Encore une série super-héroïque de plus? Oui, mais Raising Dion opte pour une approche radicalement différente, en traitant de la relation entre une mère qui élève seul son fils, et qui doit faire face aux difficultés qu’engendrent l’apparition des pouvoirs du petit Dion. En se basant sur un superbe court-métrage (je vous en parlais mardi juste ici), Netflix prépare l’après-Marvel, puisque les héros de la Maison des Idées vont être retirés de son catalogue! Ce show de 10 épisodes pourra compter sur la présence de Michael B. Jordan (oui, la Torche dans Les 4 Fantastiques) qui jouera le rôle du père décédé (dans des flashbacks donc). L’approche de Dennis Liu, qui a mis en scène cette petite pépite, devrait donner lieu à une très belle série!

 

Sam Show et Dustin Thomason, producteurs et scénaristes sur Manatthan, sont les showrunners de la série Castle Rock qui débarquera en 2018. Sous l’impulsion de J.J. Abrams, les 10 épisodes de ce nouveau show constitueront une adaptation originale des écrits de Stephen King, puisqu’ils se dérouleront dans la petite ville de Castle Rock, en créant des interconnexions entre tous les romans qui s’y déroulent, et dont une très grande partie a déjà eu l’ocasion d’être adaptée au cinéma! Dead Zone, Cujo, Stand by me, Ca, Salem, Les Evadés, Shining, La Ligne verte… Ca fait beaucoup de taf pour les scénaristes, et en regardant la bande-annonce, vous verrez quelques visages bien connus! Je vous laisse découvrir tout ça! Bon, ce sera pas diffusé avant fin 2018, donc patience…


 

L’attente touche à sa fin pour l’arrivée de Thor: Ragnarok (il débarque le 25 octobre avec son pote gladiateur Hulk!), et on a droit cette semaine à un très beau visuel nous présentant Heimdall, toujours incarné par Idris Elba. Et il aura du boulot en s’opposant à Hela… En tout cas, le personnage semble avoir opté pour une tenue plus terre-à-terre et moins clinquante, et ça claque plutôt pas mal!
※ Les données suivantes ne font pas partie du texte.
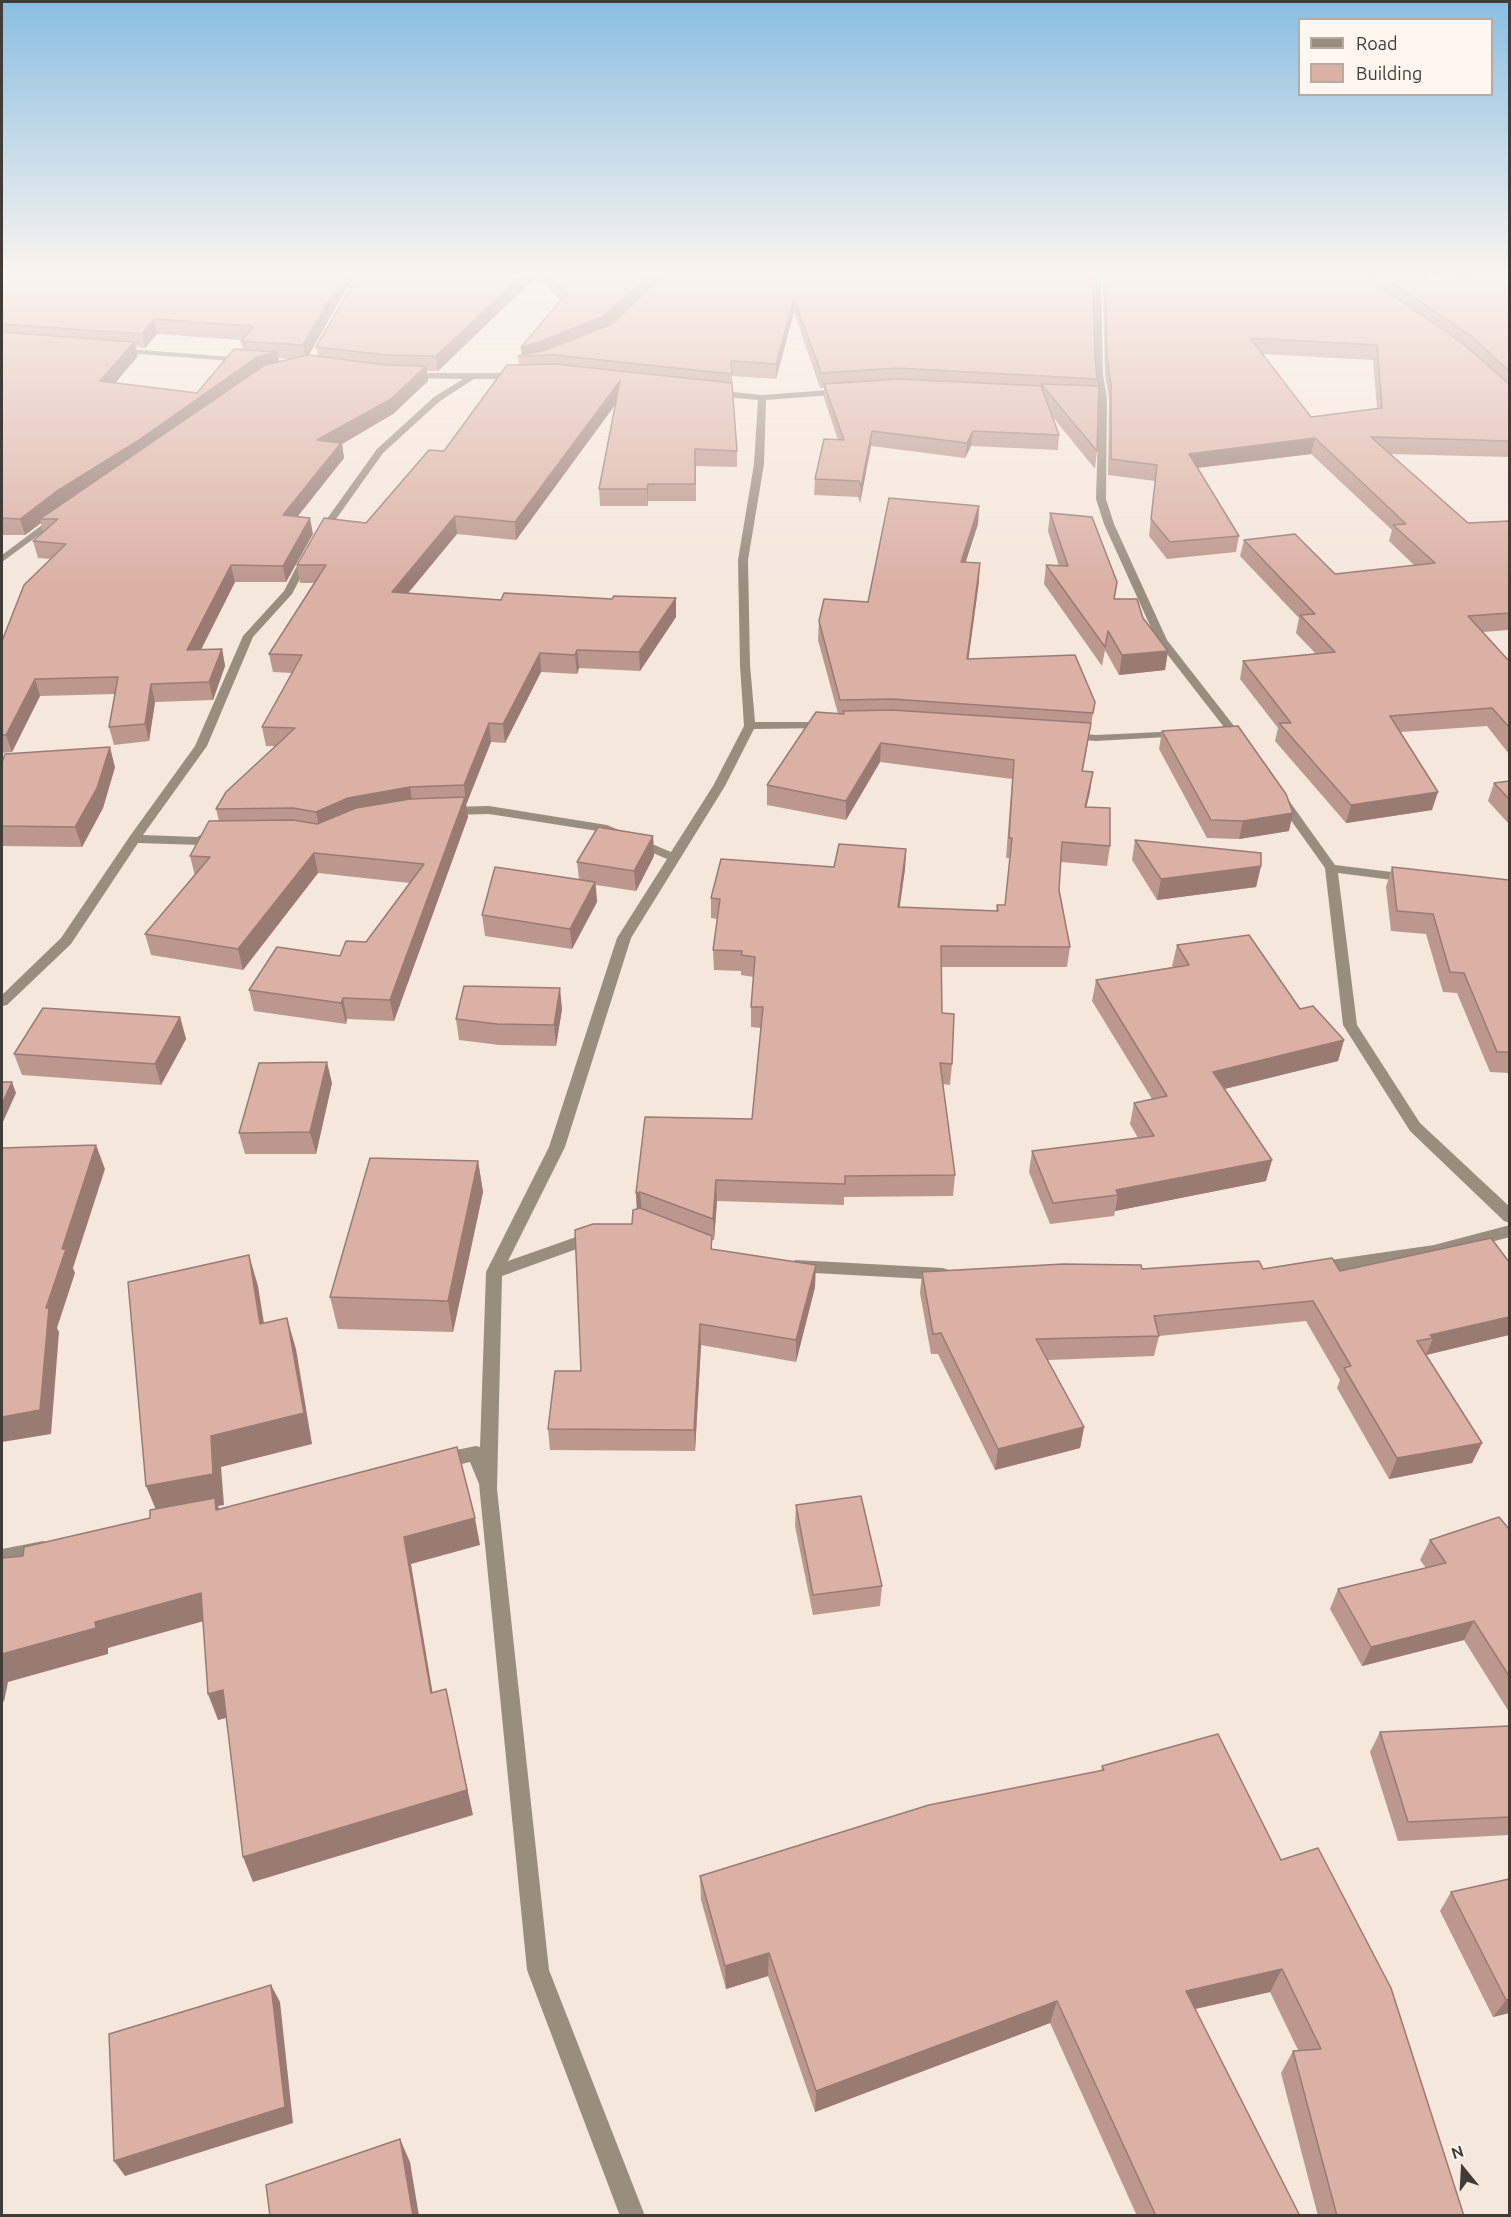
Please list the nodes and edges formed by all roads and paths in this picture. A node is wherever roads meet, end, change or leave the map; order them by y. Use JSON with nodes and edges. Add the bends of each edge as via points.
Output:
{"nodes":[{"id":1,"x":467,"y":378,"type":"edge"},
{"id":2,"x":1097,"y":378,"type":"edge"},
{"id":3,"x":852,"y":391,"type":"edge"},
{"id":4,"x":705,"y":392,"type":"edge"},
{"id":5,"x":762,"y":398,"type":"junction"},
{"id":6,"x":66,"y":511,"type":"edge"},
{"id":7,"x":2,"y":559,"type":"edge"},
{"id":8,"x":844,"y":725,"type":"edge"},
{"id":9,"x":750,"y":726,"type":"junction"},
{"id":10,"x":1188,"y":734,"type":"edge"},
{"id":11,"x":1064,"y":736,"type":"edge"},
{"id":12,"x":1248,"y":752,"type":"edge"},
{"id":13,"x":1276,"y":790,"type":"edge"},
{"id":14,"x":440,"y":811,"type":"edge"},
{"id":15,"x":230,"y":835,"type":"edge"},
{"id":16,"x":134,"y":839,"type":"junction"},
{"id":17,"x":674,"y":858,"type":"junction"},
{"id":18,"x":1331,"y":868,"type":"junction"},
{"id":19,"x":1426,"y":880,"type":"edge"},
{"id":20,"x":2,"y":1002,"type":"edge"},
{"id":21,"x":1509,"y":1217,"type":"edge"},
{"id":22,"x":1509,"y":1231,"type":"edge"},
{"id":23,"x":607,"y":1233,"type":"edge"},
{"id":24,"x":774,"y":1264,"type":"edge"},
{"id":25,"x":1304,"y":1269,"type":"edge"},
{"id":26,"x":494,"y":1272,"type":"junction"},
{"id":27,"x":958,"y":1275,"type":"edge"},
{"id":28,"x":420,"y":1467,"type":"edge"},
{"id":29,"x":488,"y":1490,"type":"junction"},
{"id":30,"x":58,"y":1546,"type":"edge"},
{"id":31,"x":2,"y":1557,"type":"edge"},
{"id":32,"x":633,"y":2216,"type":"edge"}],
"edges":[{"from":1,"to":16,"type":"street","via":[[437,399],[380,451],[311,548],[288,592],[248,636],[201,746]]},
{"from":2,"to":12,"type":"street","via":[[1101,499],[1109,524],[1162,641],[1228,732]]},
{"from":3,"to":5,"type":"street"},
{"from":4,"to":5,"type":"street"},
{"from":5,"to":9,"type":"street","via":[[759,464],[743,561]]},
{"from":6,"to":7,"type":"street"},
{"from":8,"to":9,"type":"street"},
{"from":9,"to":17,"type":"street","via":[[719,786]]},
{"from":10,"to":11,"type":"street"},
{"from":13,"to":18,"type":"street"},
{"from":14,"to":17,"type":"street","via":[[489,810],[607,829]]},
{"from":15,"to":16,"type":"street","via":[[208,835],[200,841]]},
{"from":16,"to":20,"type":"street","via":[[66,941]]},
{"from":17,"to":26,"type":"street","via":[[624,938],[557,1147]]},
{"from":18,"to":19,"type":"street"},
{"from":18,"to":21,"type":"street","via":[[1350,1025],[1415,1127]]},
{"from":22,"to":25,"type":"street","via":[[1434,1251]]},
{"from":23,"to":26,"type":"street"},
{"from":24,"to":27,"type":"street"},
{"from":26,"to":29,"type":"street"},
{"from":28,"to":29,"type":"street","via":[[476,1453]]},
{"from":29,"to":32,"type":"street","via":[[538,1970]]},
{"from":30,"to":31,"type":"street"}]}
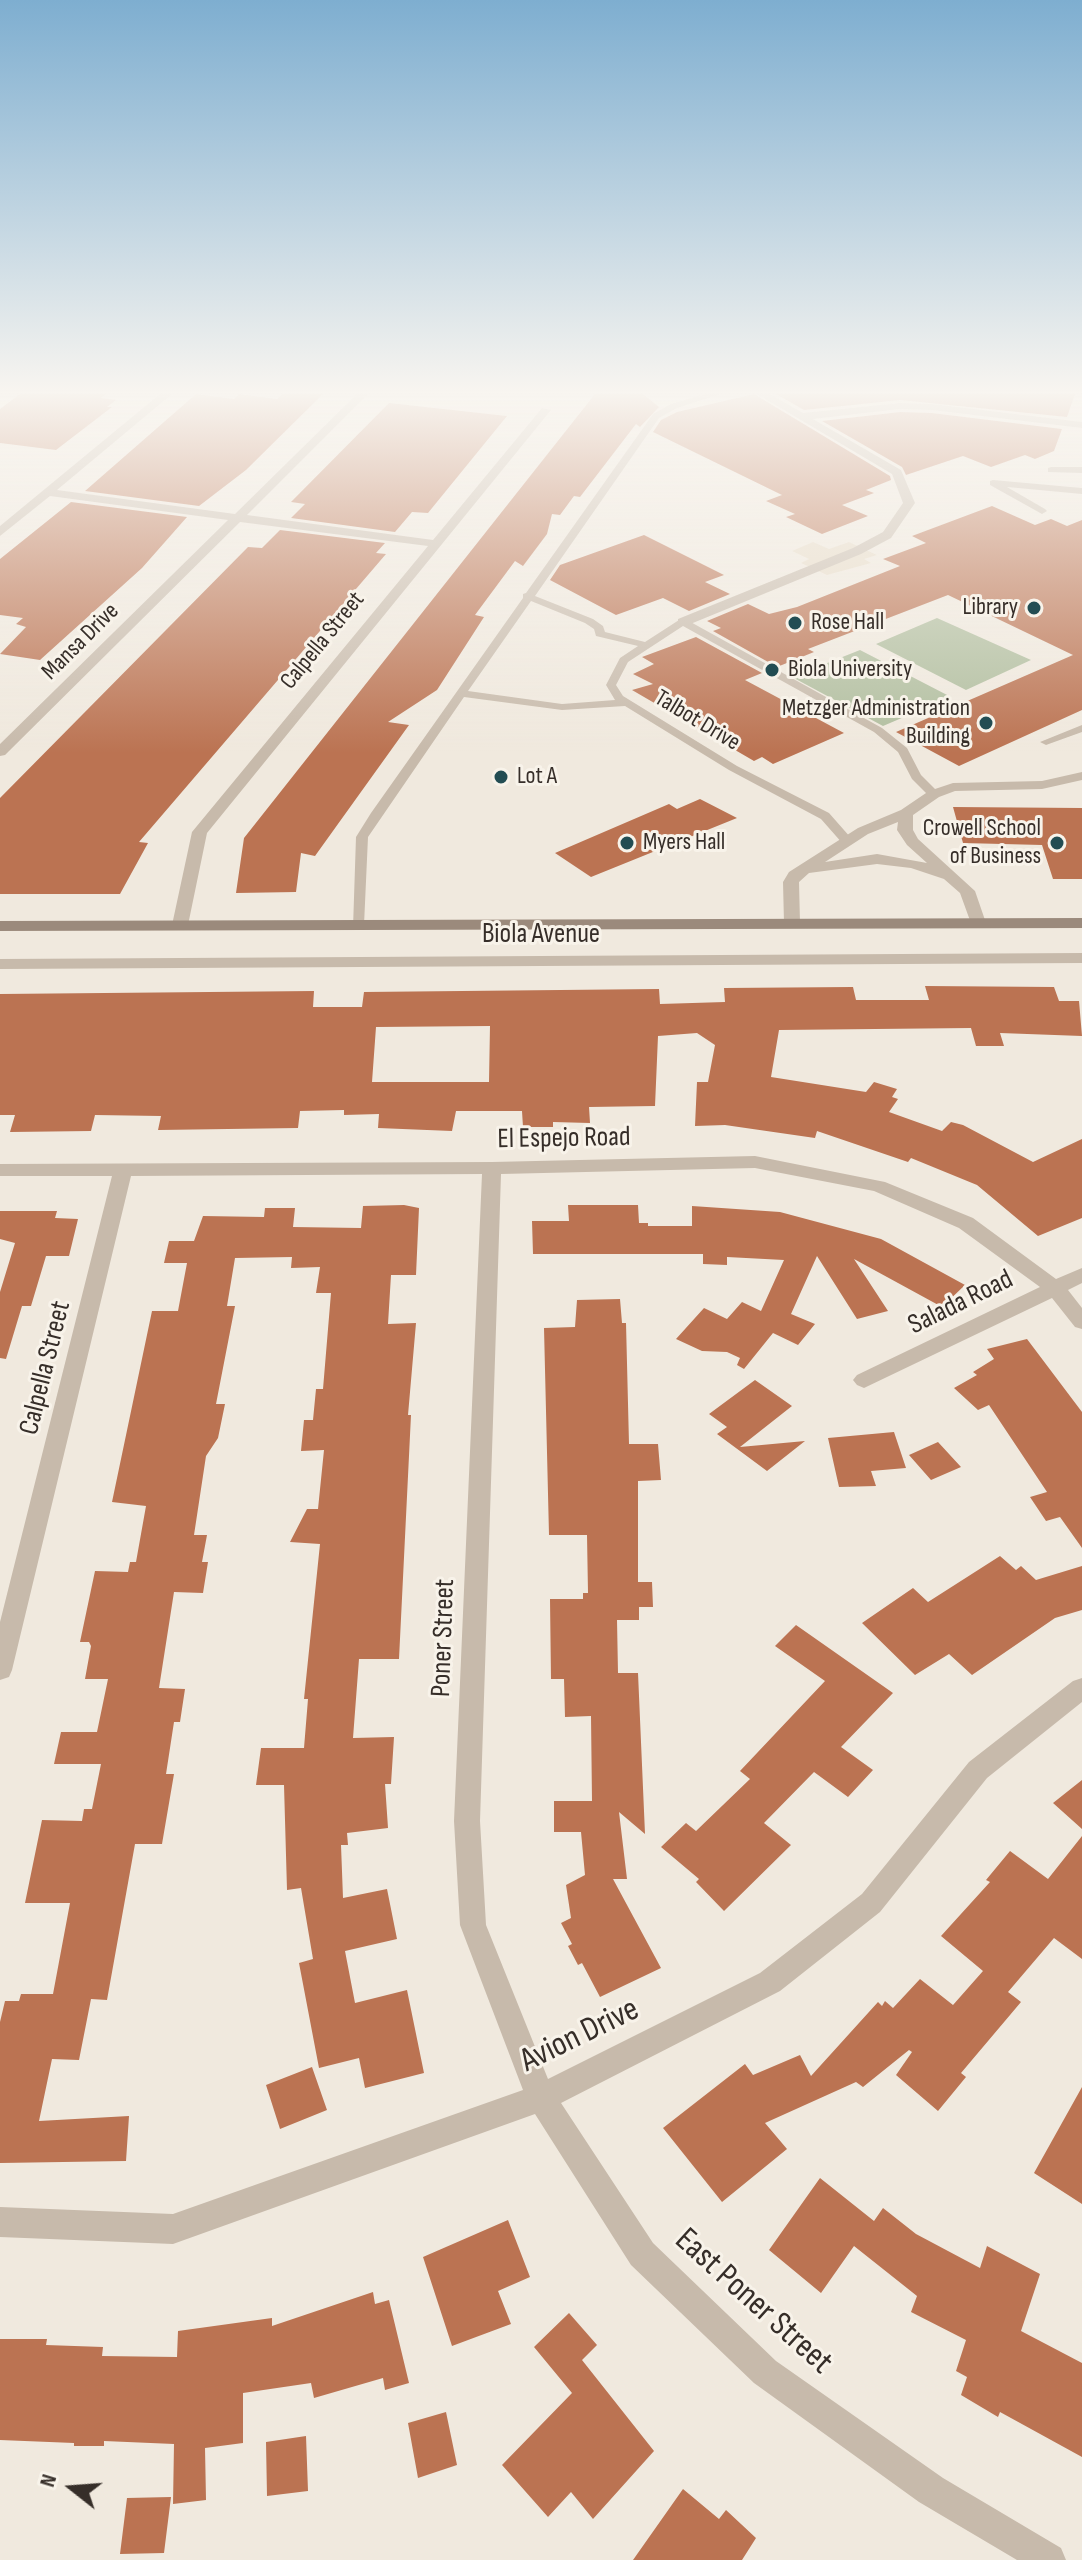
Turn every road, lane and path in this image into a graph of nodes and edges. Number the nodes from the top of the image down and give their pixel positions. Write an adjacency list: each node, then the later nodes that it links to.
1 (24, 513): 8 (street)
2 (204, 513): 7 (street)
3 (243, 513): 7 (street, Mansa Drive)
4 (462, 513): 9 (street, Calpella Street)
5 (586, 513): 10 (lane)
6 (902, 513): 11 (street)
7 (238, 518): 9 (street); 17 (street, Mansa Drive)
8 (0, 532)
9 (437, 544): 27 (street, Calpella Street)
10 (527, 596): 12 (lane); 13 (lane)
11 (683, 622): 12 (lane, Talbot Drive); 19 (lane)
12 (645, 645): 14 (lane, Talbot Drive)
13 (461, 693): 14 (lane); 28 (lane)
14 (626, 703): 21 (lane, Talbot Drive)
15 (1082, 728): 16 (lane)
16 (1046, 742)
17 (0, 752)
18 (1082, 776): 19 (street)
19 (934, 794): 20 (street)
20 (906, 813): 21 (street); 23 (street)
21 (847, 841): 22 (street)
22 (800, 871): 23 (street); 24 (street)
23 (947, 875): 25 (street)
24 (792, 923): 25 (street, Biola Avenue); 28 (street, Biola Avenue)
25 (978, 923): 26 (street, Biola Avenue)
26 (1082, 923)
27 (180, 925): 28 (street, Biola Avenue); 29 (street, Biola Avenue)
28 (358, 925)
29 (0, 926)
30 (1082, 958): 31 (street, Biola Avenue)
31 (0, 964)
32 (492, 1168): 34 (street, El Espejo Road); 36 (street, El Espejo Road); 41 (street, Poner Street)
33 (0, 1170): 34 (street, El Espejo Road)
34 (123, 1171): 39 (street, Calpella Street)
35 (1082, 1275): 36 (street, Salada Road)
36 (1056, 1289): 37 (street, El Espejo Road); 38 (street, Salada Road)
37 (1082, 1322)
38 (864, 1380)
39 (0, 1670)
40 (1082, 1688): 41 (street, Avion Drive)
41 (541, 2098): 42 (street, Avion Drive); 43 (street, East Poner Street)
42 (0, 2222)
43 (1049, 2560)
Et Heimdall n’arrive finalement pas seul, puisque 3 nouvelles photos sont tombées: on y découvre Loki, le Grand Maître, et Valkyrie!

 

Marvel: les Agents du S.H.I.E.L.D. débarquera finalement le 1er décembre, juste après la fin de la 1ère (et dernière?) saison d’Inhumans. On apprend aujourd’hui que le voyage galactique de la bande à Coulson ne sera pas de tout repos, puisqu’ils seront opposés aux Krees! La race extraterrestre n’est pas totalement inconnue du MCU, puisque Ronan, l’ennemi des Gardiens de la Galaxie, est un membre du peuple Kree. Se dirigerait-on vers un choc cosmique avant Avengers: Infinity War?

 

Avec la Comic Con de New York qui battait son plein le week-end dernier, il y a eu pas mal d’annonces et surtout de bande-annonces concernant les prochaines séries! Marvel n’était pas en reste, puisqu’elle a dévoilé un teaser pour Runaways, qui semble très fidèle au comics de Brian K. Vaughan et Adrian Alphona, et ce n’est pas pour nous déplaire! Le show de Josh Schwartz et Stephanie Savage (qui ont travaillé ensemble sur Gossip Girl) débutera le 21 novembre!


 

Et de 11 pour Mulder et Scully! Après la déception de la saison précédente d’X-Files: aux Frontières du Réel, reviendrait-on vraiment vers tout ce qui a fait le succès de la série? Seul Chris Carter détient la vérité, et on la découvrira l’an prochain! Mais la BA est engageante!


 

J’évoquais la semaine dernière le nouvel Halloween, qui bénéficiera des présences de John Carpenter à la production, de David Gordon Green à la mise en scène et de Jamie Lee Curtis à nouveau devant la caméra dans le rôle emblématique de Laurie Strode. Le film devait prendre place juste après Halloween II, en faisant abstractions des diverses suites (et évidemment des remakes). Carpenter lâche aujourd’hui une nouvelle info qui fait l’effet d’une petite bombe, puisque ce nouvel opus sera une suite directe de La Nuit des Masques!!!  « C’est difficile à décrire » a confié John Carpenter avant d’ajouter :  « C’est comme si le film se déroulait dans une réalité alternative. C’est la suite du premier volet, et il prétendra que les autres n’existent pas. Ça va être vraiment cool. Le réalisateur est très talentueux et le script est vraiment bon. Je suis impressionné ». (propos recueillis par Stereo Gum).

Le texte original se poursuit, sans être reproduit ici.